DATA SHOWN START

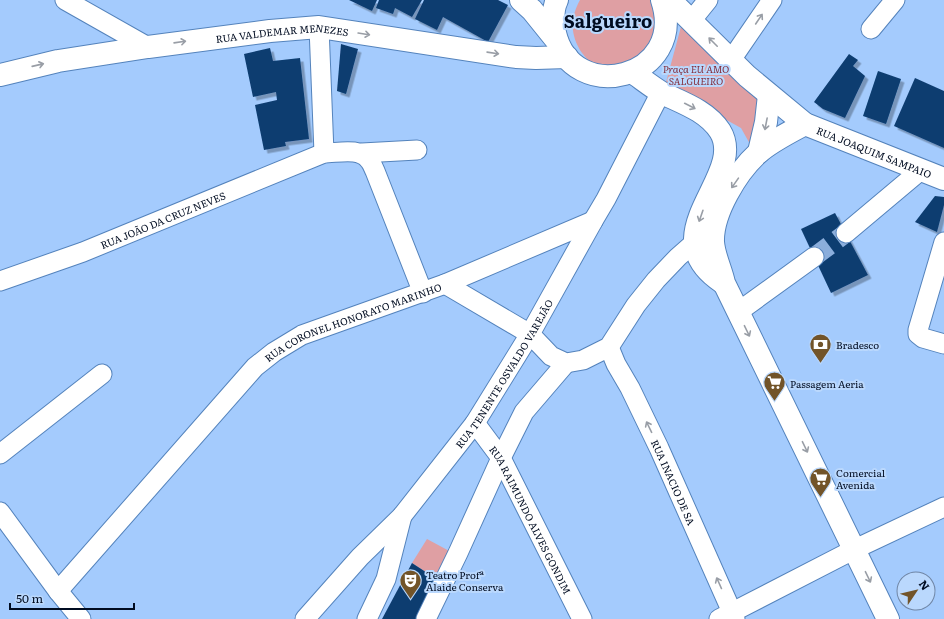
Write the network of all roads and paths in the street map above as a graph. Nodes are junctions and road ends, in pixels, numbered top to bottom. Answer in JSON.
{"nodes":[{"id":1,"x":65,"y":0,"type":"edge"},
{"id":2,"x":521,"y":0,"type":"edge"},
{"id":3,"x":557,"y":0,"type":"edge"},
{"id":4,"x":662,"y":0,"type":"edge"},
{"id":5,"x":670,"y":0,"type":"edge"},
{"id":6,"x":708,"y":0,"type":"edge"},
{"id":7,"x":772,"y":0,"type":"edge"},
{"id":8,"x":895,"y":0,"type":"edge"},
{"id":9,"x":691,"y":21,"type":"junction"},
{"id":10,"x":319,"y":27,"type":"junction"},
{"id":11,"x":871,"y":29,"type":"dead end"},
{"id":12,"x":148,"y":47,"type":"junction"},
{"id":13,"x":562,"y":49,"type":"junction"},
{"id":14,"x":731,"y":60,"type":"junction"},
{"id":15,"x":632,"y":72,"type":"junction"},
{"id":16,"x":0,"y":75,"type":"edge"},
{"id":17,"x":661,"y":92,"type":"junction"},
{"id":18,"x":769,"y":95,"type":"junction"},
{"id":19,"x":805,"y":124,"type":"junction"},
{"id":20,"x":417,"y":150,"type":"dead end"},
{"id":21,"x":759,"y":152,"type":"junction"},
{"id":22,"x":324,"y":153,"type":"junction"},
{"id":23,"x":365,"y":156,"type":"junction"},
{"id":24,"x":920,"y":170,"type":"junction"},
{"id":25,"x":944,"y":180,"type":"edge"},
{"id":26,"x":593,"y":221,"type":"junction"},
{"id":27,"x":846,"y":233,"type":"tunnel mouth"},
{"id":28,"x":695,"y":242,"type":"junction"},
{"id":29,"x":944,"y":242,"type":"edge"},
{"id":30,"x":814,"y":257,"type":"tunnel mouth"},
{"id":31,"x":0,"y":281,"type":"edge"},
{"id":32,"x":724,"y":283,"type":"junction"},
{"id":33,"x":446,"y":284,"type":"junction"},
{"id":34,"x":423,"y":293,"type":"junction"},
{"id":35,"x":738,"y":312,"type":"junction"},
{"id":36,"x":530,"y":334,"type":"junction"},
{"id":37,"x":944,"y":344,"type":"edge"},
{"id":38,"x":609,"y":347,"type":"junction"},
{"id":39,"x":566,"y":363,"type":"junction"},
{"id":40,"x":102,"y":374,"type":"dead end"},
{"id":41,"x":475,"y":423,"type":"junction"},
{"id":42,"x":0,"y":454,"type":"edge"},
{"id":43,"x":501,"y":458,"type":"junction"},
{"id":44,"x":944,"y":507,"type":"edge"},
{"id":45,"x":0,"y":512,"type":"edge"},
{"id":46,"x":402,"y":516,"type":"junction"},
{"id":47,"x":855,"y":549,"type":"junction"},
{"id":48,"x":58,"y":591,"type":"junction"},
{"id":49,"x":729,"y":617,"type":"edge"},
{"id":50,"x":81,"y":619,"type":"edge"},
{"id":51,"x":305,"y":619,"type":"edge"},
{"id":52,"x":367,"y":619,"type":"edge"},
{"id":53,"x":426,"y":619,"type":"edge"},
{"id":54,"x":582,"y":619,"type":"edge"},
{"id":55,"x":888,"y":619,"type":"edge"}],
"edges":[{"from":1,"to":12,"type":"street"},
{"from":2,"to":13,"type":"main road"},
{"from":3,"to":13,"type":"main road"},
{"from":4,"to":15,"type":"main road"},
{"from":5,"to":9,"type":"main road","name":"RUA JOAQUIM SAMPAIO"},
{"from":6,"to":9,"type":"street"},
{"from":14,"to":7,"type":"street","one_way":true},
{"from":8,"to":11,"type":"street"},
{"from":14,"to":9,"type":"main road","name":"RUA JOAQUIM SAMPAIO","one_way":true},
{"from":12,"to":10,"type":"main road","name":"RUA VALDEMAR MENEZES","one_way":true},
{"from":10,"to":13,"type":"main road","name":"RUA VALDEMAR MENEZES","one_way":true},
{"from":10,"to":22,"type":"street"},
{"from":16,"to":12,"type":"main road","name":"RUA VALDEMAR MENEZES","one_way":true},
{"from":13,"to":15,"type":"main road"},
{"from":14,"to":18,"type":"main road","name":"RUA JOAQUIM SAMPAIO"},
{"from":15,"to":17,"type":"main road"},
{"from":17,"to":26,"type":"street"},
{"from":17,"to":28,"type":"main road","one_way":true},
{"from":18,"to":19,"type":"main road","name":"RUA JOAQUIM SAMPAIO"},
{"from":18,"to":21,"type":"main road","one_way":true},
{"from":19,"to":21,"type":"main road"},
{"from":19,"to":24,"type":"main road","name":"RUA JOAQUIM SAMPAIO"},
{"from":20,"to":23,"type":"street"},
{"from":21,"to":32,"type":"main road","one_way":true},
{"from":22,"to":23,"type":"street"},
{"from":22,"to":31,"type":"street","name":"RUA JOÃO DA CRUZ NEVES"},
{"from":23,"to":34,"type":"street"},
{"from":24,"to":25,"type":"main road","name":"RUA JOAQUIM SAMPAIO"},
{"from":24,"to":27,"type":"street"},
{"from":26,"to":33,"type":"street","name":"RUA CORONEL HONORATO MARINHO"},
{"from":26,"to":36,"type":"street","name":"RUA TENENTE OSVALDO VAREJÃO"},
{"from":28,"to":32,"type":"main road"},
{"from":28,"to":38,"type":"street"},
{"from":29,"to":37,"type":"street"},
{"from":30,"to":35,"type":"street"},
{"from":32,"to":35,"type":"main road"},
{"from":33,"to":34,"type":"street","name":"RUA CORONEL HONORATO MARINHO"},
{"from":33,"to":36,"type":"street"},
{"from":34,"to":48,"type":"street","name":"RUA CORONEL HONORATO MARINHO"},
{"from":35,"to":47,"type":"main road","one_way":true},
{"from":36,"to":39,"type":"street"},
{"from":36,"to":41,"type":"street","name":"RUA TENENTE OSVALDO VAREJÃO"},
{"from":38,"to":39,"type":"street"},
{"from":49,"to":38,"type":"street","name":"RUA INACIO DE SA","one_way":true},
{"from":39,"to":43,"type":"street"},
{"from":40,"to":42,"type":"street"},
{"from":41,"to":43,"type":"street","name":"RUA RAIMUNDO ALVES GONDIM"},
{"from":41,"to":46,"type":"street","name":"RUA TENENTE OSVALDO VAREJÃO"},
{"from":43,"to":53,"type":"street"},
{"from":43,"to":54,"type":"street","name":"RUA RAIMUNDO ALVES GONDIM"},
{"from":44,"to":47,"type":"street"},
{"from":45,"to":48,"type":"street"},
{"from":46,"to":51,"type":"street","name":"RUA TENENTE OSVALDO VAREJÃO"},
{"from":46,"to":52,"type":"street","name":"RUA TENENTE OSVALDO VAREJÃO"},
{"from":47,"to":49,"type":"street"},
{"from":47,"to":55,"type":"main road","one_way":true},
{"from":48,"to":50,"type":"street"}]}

DATA SHOWN END

■ **TASK**: Read through the entries and copy each line in which "SAMPAIO" appears.

■ **EXERCISE RESULT**:
{"from":5,"to":9,"type":"main road","name":"RUA JOAQUIM SAMPAIO"},
{"from":14,"to":9,"type":"main road","name":"RUA JOAQUIM SAMPAIO","one_way":true},
{"from":14,"to":18,"type":"main road","name":"RUA JOAQUIM SAMPAIO"},
{"from":18,"to":19,"type":"main road","name":"RUA JOAQUIM SAMPAIO"},
{"from":19,"to":24,"type":"main road","name":"RUA JOAQUIM SAMPAIO"},
{"from":24,"to":25,"type":"main road","name":"RUA JOAQUIM SAMPAIO"},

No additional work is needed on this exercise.